1800, April 7. The town is asked, but refuses, to peti- tion the General Court for liberty to build a bridge across Dyer's river, at or near the point on Dyer's Neck. May 10. The town is again desired to take action for building a bridge at the same place, but they decline for the present. June 3. Philip Maree, wife and children, laborer of Dresden ; Moses Craig, laborer, wife and chil- dren, of Pownalboro ; and Charles Rundlett, shipwright of Pownalboro, with his wife and children, are ordered to leave the town in fifteen days ; they not having obtained the town's consent to live in it.


The Selectmen were directed to "go round to the people's houses" to take the valuation. Prices allowed by the town on the highway -- $1.00 per day for a man ; fifty cents for a yoke of oxen ; fifty cents for a plough ; twelve cents for a cart.


Job Averill, one of the first settlers in Alna, lived where Eben Averill now resides. The mountain above his house was called " Job's mountain " from him. He owned from the Falls to Alna Meeting house, and settled his children at several points, up and down, on this tract.
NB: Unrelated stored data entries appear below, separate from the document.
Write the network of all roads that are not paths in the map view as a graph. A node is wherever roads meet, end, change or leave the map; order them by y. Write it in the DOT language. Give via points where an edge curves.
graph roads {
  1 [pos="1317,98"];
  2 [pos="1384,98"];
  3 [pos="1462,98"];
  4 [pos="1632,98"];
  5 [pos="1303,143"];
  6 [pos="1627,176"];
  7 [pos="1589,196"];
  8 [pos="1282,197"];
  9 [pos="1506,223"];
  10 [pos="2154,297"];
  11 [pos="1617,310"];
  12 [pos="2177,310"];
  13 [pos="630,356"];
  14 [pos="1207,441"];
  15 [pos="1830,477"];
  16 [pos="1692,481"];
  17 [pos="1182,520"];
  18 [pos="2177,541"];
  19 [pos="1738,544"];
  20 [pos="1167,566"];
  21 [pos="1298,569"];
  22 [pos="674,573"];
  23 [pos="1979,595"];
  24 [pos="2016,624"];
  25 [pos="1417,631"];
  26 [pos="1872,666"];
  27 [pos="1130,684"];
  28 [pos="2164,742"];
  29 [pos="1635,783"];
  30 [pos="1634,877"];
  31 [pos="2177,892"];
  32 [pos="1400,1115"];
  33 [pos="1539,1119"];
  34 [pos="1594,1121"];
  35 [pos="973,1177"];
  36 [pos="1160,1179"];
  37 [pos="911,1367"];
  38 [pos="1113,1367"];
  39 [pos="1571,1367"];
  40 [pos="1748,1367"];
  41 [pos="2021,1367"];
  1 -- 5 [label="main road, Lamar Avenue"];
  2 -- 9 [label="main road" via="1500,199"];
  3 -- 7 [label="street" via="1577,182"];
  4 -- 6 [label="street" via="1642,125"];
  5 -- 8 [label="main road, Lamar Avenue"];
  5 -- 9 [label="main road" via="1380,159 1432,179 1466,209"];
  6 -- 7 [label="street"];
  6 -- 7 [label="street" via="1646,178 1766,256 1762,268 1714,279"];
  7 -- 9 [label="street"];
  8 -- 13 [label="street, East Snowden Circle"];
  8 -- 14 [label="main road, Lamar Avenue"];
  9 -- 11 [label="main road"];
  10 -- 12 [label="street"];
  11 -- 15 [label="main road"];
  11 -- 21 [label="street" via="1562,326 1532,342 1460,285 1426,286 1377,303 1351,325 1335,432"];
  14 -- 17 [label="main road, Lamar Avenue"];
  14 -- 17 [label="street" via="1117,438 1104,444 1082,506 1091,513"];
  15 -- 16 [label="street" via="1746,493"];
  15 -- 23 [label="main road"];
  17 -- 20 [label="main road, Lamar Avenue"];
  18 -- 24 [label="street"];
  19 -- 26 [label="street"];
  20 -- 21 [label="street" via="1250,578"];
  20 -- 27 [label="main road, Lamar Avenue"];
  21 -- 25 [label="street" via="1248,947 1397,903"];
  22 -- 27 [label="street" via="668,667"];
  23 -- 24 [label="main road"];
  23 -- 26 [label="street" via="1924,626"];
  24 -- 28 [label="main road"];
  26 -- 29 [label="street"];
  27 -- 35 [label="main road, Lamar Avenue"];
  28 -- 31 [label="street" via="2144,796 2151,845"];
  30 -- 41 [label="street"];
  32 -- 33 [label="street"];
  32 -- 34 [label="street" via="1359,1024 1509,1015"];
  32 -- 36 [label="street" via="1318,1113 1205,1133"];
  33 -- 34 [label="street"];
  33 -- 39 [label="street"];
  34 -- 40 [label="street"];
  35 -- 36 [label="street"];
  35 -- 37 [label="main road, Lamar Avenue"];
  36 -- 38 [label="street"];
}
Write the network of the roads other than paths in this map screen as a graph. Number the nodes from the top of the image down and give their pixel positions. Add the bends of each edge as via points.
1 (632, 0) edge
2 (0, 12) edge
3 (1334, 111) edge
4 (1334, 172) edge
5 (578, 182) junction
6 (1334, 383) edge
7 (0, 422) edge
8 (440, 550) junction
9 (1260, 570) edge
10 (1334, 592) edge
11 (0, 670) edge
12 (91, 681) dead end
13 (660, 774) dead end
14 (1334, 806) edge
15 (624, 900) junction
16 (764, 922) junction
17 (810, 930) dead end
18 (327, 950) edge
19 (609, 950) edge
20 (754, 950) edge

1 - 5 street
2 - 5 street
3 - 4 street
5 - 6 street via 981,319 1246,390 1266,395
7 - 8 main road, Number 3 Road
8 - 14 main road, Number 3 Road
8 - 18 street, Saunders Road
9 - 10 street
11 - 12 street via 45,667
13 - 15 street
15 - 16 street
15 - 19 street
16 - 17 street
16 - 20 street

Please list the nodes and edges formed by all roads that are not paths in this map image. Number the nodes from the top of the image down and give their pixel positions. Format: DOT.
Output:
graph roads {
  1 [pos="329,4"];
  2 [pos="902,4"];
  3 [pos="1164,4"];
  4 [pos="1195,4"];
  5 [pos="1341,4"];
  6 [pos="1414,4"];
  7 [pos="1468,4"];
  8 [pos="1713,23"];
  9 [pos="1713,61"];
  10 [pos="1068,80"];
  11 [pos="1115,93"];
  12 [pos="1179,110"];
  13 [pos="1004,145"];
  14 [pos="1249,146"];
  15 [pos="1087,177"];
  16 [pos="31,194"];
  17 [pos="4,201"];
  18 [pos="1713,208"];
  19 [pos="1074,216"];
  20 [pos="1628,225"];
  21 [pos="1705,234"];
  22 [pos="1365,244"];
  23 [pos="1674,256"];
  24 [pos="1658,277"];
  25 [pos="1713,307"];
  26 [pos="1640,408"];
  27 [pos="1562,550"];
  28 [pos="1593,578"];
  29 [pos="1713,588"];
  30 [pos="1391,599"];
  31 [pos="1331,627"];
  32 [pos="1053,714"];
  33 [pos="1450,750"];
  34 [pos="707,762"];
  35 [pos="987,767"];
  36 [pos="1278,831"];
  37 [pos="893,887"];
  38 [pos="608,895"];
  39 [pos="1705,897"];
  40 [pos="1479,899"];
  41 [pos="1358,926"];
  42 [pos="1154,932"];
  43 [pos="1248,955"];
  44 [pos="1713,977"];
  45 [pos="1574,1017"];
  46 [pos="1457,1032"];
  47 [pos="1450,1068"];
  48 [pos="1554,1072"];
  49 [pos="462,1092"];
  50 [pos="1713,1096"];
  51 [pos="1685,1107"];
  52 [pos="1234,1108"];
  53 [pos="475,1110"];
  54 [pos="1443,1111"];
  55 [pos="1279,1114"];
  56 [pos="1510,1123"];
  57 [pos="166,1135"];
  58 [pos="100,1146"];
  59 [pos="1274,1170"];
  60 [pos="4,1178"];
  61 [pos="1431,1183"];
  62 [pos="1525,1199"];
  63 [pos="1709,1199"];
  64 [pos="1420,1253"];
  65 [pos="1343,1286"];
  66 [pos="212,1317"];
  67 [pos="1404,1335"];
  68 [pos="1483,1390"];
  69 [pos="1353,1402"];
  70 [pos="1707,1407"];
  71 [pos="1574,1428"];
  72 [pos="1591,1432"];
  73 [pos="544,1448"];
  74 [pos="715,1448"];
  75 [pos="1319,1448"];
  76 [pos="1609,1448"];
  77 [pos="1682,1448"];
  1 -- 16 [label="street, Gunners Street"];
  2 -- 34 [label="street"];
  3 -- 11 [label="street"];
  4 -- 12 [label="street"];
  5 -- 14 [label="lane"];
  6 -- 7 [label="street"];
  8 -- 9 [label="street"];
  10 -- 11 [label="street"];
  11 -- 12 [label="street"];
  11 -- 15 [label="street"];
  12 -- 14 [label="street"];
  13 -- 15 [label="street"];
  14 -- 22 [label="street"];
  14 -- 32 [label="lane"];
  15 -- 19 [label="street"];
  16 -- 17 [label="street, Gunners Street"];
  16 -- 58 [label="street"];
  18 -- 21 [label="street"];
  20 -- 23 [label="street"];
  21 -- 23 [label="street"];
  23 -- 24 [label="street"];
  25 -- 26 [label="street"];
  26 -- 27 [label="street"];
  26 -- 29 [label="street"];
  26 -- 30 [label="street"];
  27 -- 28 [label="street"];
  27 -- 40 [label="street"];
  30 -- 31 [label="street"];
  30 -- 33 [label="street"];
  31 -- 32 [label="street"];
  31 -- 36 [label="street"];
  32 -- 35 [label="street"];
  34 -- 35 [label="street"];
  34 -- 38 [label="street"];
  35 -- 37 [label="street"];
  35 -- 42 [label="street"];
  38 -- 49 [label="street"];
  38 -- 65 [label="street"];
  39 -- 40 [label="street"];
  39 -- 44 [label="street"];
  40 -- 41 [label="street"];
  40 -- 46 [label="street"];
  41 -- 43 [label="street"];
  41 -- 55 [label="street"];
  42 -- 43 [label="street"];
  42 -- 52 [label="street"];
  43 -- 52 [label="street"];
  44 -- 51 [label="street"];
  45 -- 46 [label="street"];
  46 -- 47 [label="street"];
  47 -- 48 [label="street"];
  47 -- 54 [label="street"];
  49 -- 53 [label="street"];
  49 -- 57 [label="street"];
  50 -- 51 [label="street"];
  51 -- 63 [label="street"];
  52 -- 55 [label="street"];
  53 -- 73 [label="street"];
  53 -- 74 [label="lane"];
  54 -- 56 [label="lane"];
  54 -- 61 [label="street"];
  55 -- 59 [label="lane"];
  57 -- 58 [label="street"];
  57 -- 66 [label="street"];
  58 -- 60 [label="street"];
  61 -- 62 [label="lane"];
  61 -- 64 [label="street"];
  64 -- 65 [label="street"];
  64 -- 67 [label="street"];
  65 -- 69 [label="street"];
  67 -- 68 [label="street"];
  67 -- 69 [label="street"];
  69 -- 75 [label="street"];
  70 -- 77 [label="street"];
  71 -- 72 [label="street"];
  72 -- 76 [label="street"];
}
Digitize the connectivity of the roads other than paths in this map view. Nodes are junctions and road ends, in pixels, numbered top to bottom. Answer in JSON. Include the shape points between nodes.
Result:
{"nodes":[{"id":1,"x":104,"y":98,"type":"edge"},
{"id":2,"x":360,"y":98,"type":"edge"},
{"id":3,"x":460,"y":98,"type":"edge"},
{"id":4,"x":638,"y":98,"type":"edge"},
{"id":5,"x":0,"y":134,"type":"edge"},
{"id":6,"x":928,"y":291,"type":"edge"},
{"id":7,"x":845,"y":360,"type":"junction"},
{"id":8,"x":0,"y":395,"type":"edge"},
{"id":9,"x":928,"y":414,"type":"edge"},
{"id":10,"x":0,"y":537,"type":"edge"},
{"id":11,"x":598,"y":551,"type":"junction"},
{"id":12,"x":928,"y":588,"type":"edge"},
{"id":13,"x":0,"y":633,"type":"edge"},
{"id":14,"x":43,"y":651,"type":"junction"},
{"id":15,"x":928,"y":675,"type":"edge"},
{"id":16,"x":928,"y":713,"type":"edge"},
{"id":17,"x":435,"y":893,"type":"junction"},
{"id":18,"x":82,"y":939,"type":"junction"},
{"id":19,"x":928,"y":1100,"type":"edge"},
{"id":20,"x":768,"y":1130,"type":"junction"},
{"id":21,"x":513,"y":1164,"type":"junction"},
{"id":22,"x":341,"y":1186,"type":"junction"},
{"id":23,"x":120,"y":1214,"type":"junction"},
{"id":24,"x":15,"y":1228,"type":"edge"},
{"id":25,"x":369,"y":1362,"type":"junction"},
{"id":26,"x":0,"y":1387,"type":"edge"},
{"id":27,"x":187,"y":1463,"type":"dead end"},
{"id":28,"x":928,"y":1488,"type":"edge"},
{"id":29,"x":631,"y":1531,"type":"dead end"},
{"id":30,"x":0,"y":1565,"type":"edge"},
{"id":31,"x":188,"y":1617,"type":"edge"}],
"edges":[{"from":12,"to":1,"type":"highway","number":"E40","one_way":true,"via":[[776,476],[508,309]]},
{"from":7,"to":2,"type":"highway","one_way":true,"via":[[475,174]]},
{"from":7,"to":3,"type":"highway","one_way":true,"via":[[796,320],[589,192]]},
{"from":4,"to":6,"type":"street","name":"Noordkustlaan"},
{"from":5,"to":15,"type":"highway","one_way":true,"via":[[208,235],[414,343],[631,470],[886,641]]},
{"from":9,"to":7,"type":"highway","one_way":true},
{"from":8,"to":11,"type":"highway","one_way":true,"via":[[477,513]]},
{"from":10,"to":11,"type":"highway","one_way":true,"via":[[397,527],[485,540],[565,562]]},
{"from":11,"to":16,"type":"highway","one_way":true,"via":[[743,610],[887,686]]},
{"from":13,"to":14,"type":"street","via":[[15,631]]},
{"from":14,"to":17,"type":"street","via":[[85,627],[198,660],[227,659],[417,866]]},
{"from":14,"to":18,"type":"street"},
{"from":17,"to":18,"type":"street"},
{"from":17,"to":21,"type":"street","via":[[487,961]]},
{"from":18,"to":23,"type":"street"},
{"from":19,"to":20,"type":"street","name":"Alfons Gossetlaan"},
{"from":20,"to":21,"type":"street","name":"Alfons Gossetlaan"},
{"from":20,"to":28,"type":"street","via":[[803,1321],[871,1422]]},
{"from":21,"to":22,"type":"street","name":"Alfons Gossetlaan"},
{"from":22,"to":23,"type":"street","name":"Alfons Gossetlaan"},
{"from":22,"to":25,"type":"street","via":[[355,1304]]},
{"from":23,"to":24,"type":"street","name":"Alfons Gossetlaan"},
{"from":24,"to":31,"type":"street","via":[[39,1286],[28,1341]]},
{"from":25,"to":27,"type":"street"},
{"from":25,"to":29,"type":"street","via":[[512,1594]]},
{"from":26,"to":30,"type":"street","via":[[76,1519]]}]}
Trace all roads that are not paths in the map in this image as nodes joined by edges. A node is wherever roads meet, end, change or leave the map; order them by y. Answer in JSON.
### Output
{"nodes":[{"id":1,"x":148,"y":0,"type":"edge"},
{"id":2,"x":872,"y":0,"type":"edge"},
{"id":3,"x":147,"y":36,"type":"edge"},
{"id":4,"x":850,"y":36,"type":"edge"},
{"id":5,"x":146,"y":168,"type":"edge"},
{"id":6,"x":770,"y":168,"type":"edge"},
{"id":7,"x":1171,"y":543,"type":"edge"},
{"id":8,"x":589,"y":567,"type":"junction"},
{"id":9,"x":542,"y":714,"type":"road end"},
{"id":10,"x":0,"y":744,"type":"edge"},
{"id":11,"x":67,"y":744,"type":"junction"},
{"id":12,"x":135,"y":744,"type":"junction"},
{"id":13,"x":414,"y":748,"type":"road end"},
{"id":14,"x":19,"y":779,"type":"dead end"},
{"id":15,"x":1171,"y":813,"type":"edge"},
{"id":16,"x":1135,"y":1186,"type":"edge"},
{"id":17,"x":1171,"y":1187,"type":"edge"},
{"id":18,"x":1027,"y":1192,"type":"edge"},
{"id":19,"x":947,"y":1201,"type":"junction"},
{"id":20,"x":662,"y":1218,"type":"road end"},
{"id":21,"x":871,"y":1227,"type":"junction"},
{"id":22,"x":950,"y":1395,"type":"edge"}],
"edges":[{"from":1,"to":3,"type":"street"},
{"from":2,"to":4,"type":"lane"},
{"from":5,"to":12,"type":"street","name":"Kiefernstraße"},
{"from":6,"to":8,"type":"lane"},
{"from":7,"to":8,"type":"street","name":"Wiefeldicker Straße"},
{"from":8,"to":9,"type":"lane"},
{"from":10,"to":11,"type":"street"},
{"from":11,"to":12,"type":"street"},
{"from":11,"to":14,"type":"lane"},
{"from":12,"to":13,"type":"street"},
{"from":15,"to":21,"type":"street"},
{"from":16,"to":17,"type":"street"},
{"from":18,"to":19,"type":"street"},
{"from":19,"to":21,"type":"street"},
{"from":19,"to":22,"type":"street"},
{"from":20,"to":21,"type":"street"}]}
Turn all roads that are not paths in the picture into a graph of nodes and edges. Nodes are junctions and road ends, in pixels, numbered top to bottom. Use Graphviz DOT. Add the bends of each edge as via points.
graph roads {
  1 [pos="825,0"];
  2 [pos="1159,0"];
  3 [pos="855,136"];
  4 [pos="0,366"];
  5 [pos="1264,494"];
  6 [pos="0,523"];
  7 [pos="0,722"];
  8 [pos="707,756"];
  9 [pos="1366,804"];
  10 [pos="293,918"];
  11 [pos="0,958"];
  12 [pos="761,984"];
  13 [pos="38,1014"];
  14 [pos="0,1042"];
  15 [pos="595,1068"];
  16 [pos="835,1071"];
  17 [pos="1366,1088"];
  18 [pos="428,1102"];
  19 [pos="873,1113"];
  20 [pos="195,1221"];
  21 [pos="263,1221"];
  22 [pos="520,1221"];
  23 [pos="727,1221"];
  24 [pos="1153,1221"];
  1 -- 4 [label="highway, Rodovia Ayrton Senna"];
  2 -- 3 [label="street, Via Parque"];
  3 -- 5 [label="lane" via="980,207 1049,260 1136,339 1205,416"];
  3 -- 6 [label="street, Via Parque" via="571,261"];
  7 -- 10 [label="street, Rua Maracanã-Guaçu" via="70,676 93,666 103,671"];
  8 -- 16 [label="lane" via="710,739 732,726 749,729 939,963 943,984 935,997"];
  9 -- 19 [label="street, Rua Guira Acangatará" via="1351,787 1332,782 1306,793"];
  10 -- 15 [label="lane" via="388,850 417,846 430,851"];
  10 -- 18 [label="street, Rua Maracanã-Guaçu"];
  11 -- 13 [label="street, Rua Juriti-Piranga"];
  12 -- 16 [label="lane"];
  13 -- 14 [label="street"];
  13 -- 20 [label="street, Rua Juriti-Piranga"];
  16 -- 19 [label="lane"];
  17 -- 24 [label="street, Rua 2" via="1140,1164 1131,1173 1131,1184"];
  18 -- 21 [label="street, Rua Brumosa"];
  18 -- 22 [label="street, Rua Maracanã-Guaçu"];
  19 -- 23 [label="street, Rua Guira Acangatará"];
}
A Garrison was erected there for the use of the inhabitants.


Great disputes, in subsequent years, arose about titles, and proprietors frequently disturbed and distressed the settlers. Sometimes the settlers yielded to their demands by paying them ; and, at other times, the claimants were resisted and roughly handled, by the occupants.


In 1800 one Truman* an agent for the proprietors, who


* Mrs. Woodbridge and others.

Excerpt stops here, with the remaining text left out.